By Ellady Muyambi
I was compelled to write this article in response to an article titled “Case against Muhwezi, Mukula resumes” by Anthony Wesaka that appeared in the Daily Monitor of July 20, 2011. This article reveals that if the judiciary continues to behave the way it is doing now, then corruption will never end in Uganda.In previous years, several high-profile government tenders for infrastructure projects were suspended due to allegations of corruption. The judiciary and other anti corruption bodies are understaffed and underfinanced and this affects their ability to effectively enforce the legislative framework against corruption.
In spite of Uganda’s initial reputation as one of the most successful reform-oriented countries in Africa – widely heralded by the international community to the NRM government – corruption still remains widespread at all levels in the country.

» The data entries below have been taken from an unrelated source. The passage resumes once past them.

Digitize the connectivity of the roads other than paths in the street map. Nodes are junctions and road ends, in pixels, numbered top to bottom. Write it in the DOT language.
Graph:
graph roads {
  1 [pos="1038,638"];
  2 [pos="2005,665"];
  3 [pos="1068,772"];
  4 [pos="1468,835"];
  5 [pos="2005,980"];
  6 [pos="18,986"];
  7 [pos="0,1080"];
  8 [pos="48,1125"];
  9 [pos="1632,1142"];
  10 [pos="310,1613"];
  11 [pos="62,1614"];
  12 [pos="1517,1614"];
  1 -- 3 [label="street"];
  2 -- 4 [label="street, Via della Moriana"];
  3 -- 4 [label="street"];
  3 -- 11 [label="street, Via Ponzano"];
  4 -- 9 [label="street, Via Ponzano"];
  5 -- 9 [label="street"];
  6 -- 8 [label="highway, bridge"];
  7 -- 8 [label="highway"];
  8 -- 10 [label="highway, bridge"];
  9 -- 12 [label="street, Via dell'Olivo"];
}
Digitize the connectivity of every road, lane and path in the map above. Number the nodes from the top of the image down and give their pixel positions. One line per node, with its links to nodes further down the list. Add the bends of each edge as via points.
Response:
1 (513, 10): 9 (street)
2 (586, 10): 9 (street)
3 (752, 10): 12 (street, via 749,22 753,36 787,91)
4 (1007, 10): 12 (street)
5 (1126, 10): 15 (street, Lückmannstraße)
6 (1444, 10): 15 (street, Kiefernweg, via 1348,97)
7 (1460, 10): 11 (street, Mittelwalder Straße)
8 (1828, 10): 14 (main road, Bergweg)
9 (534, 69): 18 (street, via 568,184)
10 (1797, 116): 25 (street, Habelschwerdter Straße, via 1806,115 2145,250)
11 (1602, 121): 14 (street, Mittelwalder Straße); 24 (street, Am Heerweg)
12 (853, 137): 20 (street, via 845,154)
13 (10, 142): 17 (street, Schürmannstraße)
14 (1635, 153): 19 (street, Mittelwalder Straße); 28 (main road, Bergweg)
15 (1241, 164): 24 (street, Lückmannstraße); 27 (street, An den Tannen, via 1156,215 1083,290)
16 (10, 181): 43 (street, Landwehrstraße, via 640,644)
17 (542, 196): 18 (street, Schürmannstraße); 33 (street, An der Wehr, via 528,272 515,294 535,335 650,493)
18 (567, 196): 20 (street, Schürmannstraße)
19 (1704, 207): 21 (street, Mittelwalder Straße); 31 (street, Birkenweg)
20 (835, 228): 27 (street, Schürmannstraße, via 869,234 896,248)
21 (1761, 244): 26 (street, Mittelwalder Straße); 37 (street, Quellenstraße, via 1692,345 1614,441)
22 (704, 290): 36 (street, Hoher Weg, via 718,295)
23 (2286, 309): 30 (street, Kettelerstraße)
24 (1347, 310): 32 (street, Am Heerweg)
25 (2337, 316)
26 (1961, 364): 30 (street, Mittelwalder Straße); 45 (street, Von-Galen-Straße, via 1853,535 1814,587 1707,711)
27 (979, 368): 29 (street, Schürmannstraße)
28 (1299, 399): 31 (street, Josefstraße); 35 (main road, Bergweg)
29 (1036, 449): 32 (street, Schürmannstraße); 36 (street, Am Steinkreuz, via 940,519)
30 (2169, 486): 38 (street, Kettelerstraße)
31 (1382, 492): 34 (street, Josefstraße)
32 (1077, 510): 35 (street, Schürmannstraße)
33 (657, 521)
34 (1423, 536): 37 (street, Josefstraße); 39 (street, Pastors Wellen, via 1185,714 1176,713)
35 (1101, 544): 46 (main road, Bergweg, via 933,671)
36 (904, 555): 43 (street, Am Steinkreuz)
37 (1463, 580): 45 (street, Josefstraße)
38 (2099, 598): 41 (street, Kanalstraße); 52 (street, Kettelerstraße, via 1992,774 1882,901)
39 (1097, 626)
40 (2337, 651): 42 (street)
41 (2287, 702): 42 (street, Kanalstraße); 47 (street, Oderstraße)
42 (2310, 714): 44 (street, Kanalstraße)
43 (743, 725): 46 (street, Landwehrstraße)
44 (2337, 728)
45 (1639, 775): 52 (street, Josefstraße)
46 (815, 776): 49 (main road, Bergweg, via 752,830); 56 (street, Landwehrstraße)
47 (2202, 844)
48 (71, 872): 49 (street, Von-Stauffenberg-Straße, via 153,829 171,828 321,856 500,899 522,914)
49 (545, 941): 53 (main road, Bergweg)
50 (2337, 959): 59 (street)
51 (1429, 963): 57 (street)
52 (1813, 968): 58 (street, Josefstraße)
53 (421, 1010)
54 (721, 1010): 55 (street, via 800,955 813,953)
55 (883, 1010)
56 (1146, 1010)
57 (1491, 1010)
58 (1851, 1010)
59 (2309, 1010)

Political patronage and favoritism further characterize the Ugandan administration, with NRM patronage reaching the private sector. In local government bodies, giving jobs and contracts to relatives or supporters is today normal practice. This has accelerated Poverty and inequitable distribution of income in the country.
In 2006, President Yoweri Museveni announced a policy of zero-tolerance for corruption. However, at the beginning of Museveni’s third term following the first multi-party (but not entirely fair) elections, most governance indicators show that corruption is perceived as widespread and endemic at all levels in the country. Global Integrity’s 2006 report on the country estimates that, more than half of the government’s annual budget is lost to corruption each year, amounting to USD 950 million.
The 2008 Corruption Perceptions Index (CPI) ranks Uganda at 126th place with a score of 2.6. Previous iterations of the index show that, despite slight improvements, the various sources of the CPI continue to perceive corruption as rampant and systemic in Uganda. A 2006 Freedom House report denounces widespread patronage and corruption in Uganda’s government. Public procurement is one of the sectors most affected by corruption in Uganda. According to the 2007 African Peer Review Mechanism Report, Uganda loses USD 258.6 million annually through corruption and procurement malfeasance. The report further estimates that if the country could eliminate corruption in public procurement, it would save USD 15.2 million a year.
The US-Department of State Investment Climate Statement 2009 also notes that Uganda government’s procurement particularly for defence items is not transparent. The 2006 World Bank-IFC survey indicates that close to half of the firms questioned expect to give a gift to secure a government contract. Companies further report the gift value to amount to approximately more than 5 percent of the contract value.
Auditor General Reports indicate that procurement accounts for 70 percent of public spending, of which an estimated 20 percent is lost via corruption. In June 2008, a senior World Bank official stated that high level corruption in procurement deals had been responsible for a loss of USD 300 million since 2005. He added that 70 percent of government contracts were not awarded according to established procedures, while half of the national budget is spent on procurement deals.
To curb corruption in Uganda, there is a need for the current government to demonstrate a strong political backing for anti-corruption efforts through increased financing to the anti corruption bodies as well as none interference by the political heads.
Ellady Muyambi is an advocate for constitutionalism and sustainable development.